Proteomic Analysis of Akita Mice Reveals 9 Proteins Altered during Early Stages of Diabetic Cardiomyopathy

Abstract

Cardiovascular disease is the leading cause of diabetic morbidity and over 10% of patients with type 1 diabetes (T1DM) die before they are 40 years old. This study utilized Akita mice, a murine model with T1DM progression analogous to that of humans. Diabetic cardiomyopathy in Akita mice presents as diastolic impairment as early as 3 months of age and significant cardiac atrophy by 5 weeks. Hearts from recently diabetic mice (5 weeks) were analyzed with label free proteomics to identify proteins which may play a critical role in the pathophysiology of diabetic cardiomyopathy (n=3).
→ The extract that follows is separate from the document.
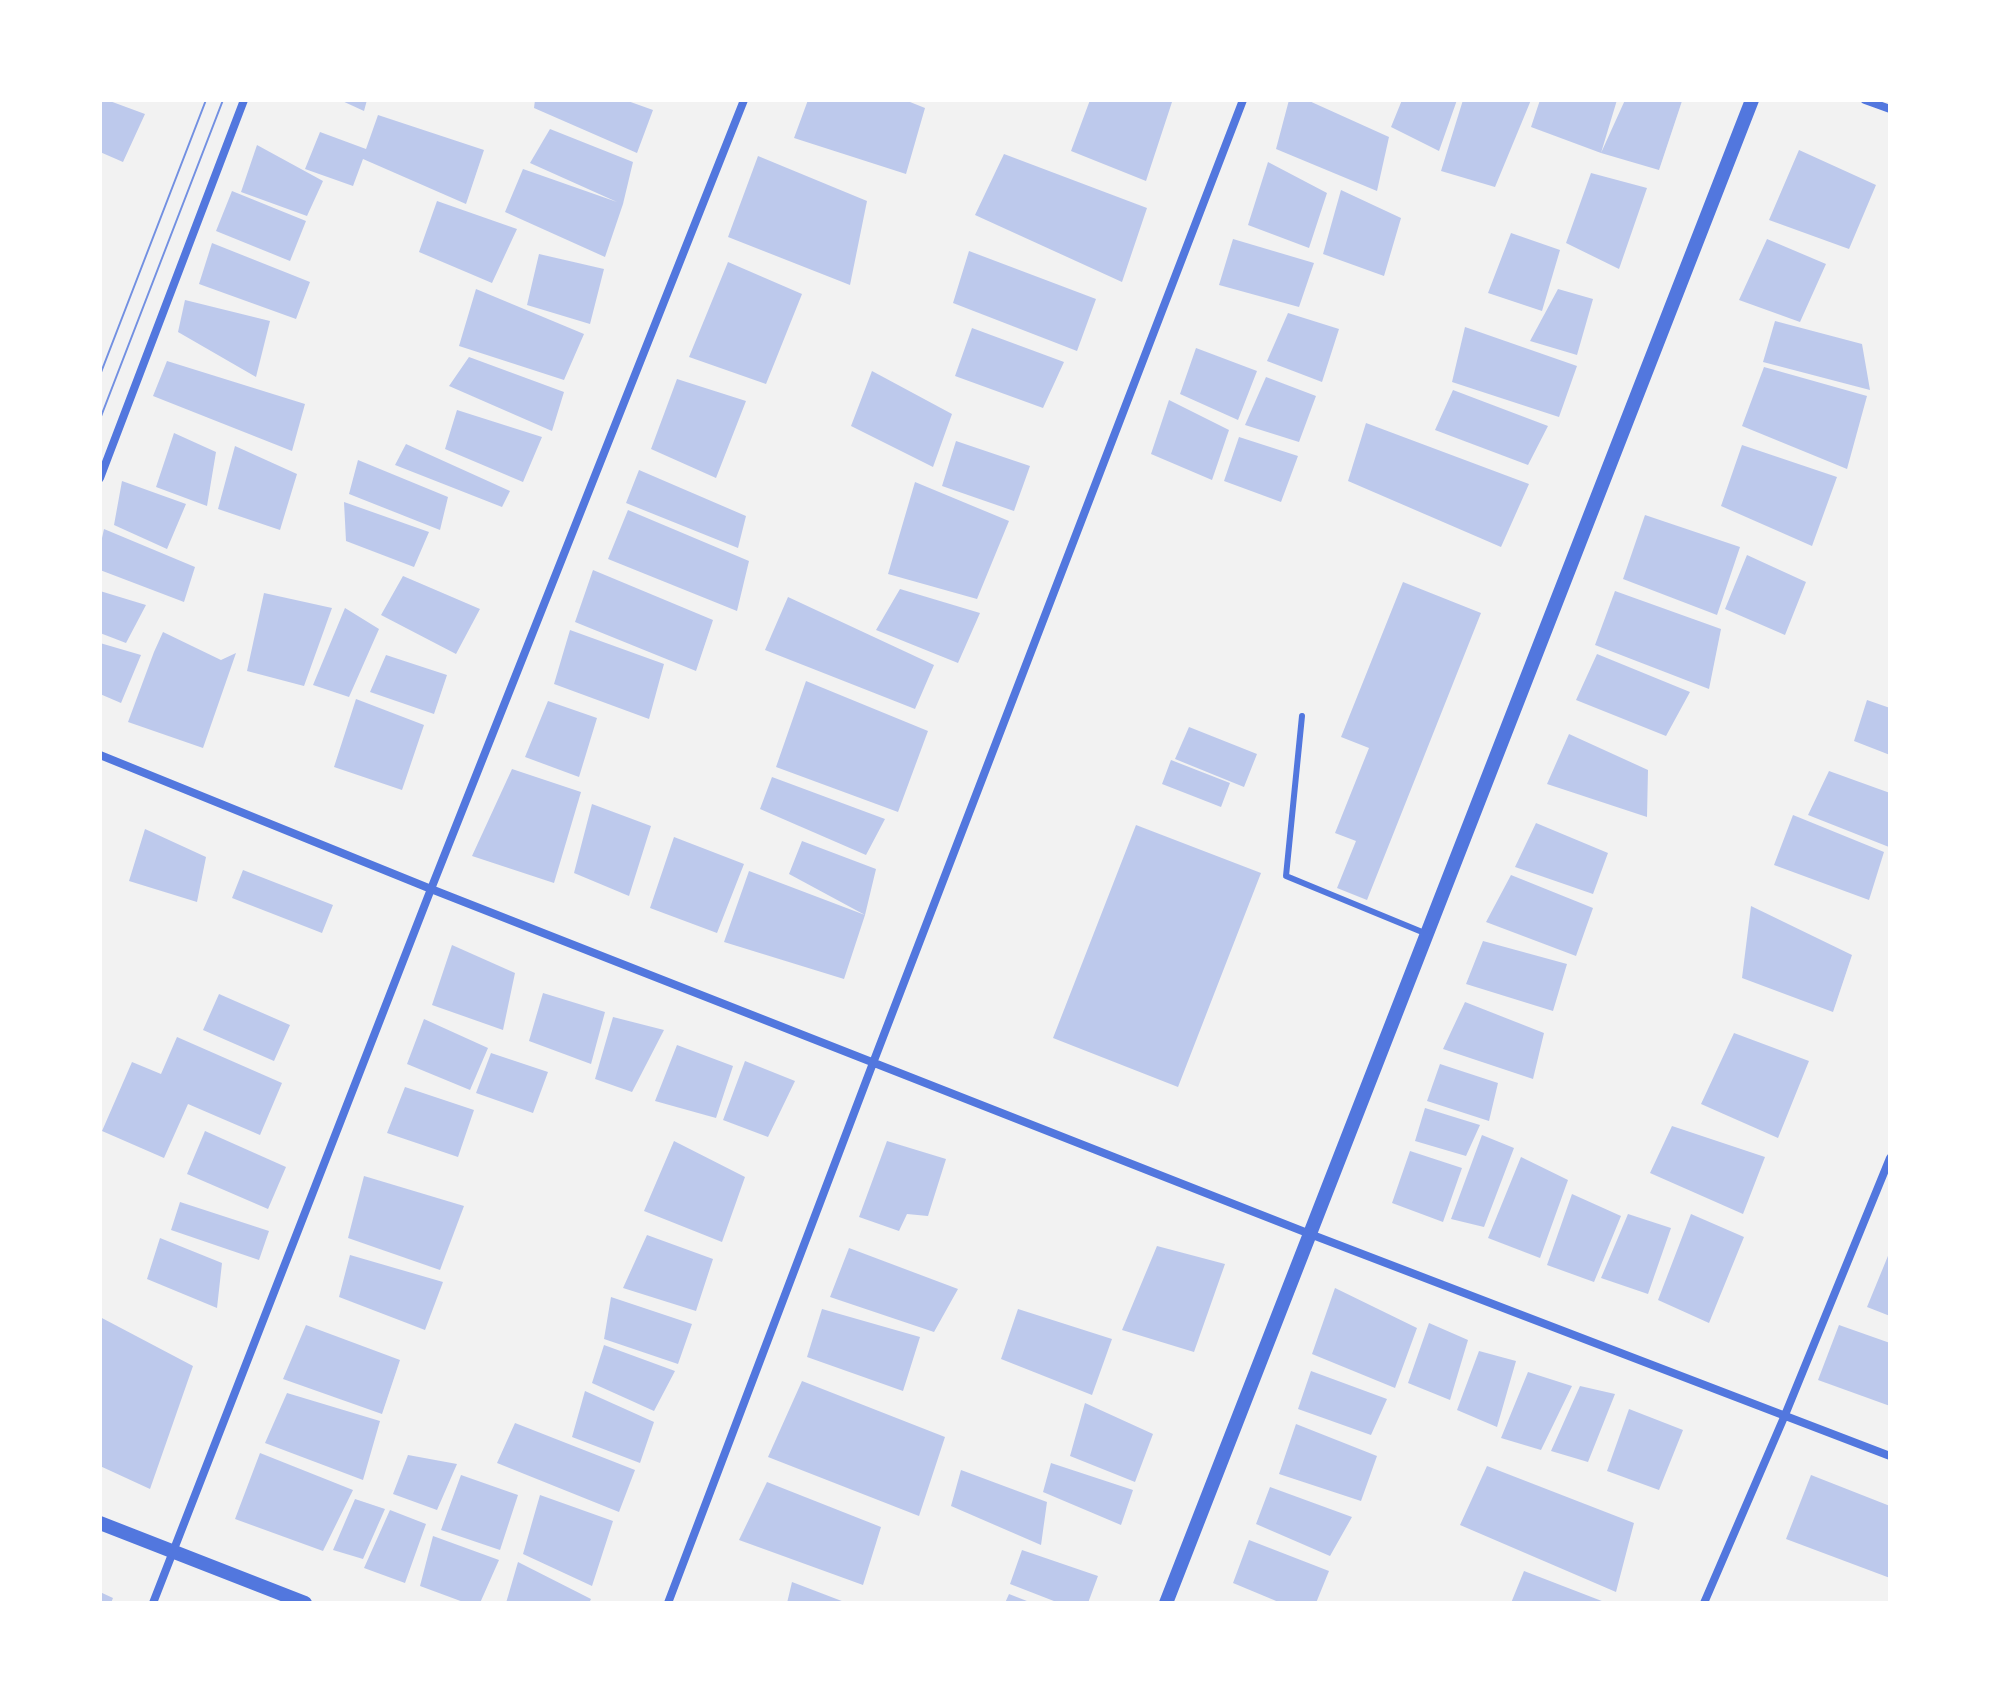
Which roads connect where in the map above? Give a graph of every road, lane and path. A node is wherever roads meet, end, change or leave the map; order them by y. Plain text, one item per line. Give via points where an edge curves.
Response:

At this early stage, 9 proteins were differentially expressed in diabetic mice: GANC, PLEKHN1, COLIA1, GSTK1, ATP1A3, RAP1A, ACADS, EEF1A1, HRC, EPHX2, and PKP2 (gene names). A recent study demonstrated that deletion of EPHX2, encoding soluble epoxide hydrolase (sEH), attenuated the development of hyperglycemia in response to the pancreatic toxin, streptozotocin. Immunoblots of five week old Akita heart homogenates showed a 30% increase in expression of sEH (P<0.01). By twelve weeks, cardiac sEH increased 145% +/- 20% compared to control littermates (P<0.001) but no differences were found in hearts from 3 or 4 week old mice. qPCR results suggest that these changes are driven largely by transcriptional regulation with no differences in EPHX2 gene expression at 3 and 4 weeks and a 50% and 100% increase at 5 and 12 weeks respectively. In addition, immunoblots indicate an approximate 100% increase in sEH in gastrocnemius tissue of 12 week old Akita mice (P<0.01). Our results suggest that an increase in sEH is a key factor in the development of diabetic cardiomyopathy. Furthermore, the increased presence of this protein in multiple tissues suggests that it may be useful as a diagnostic target.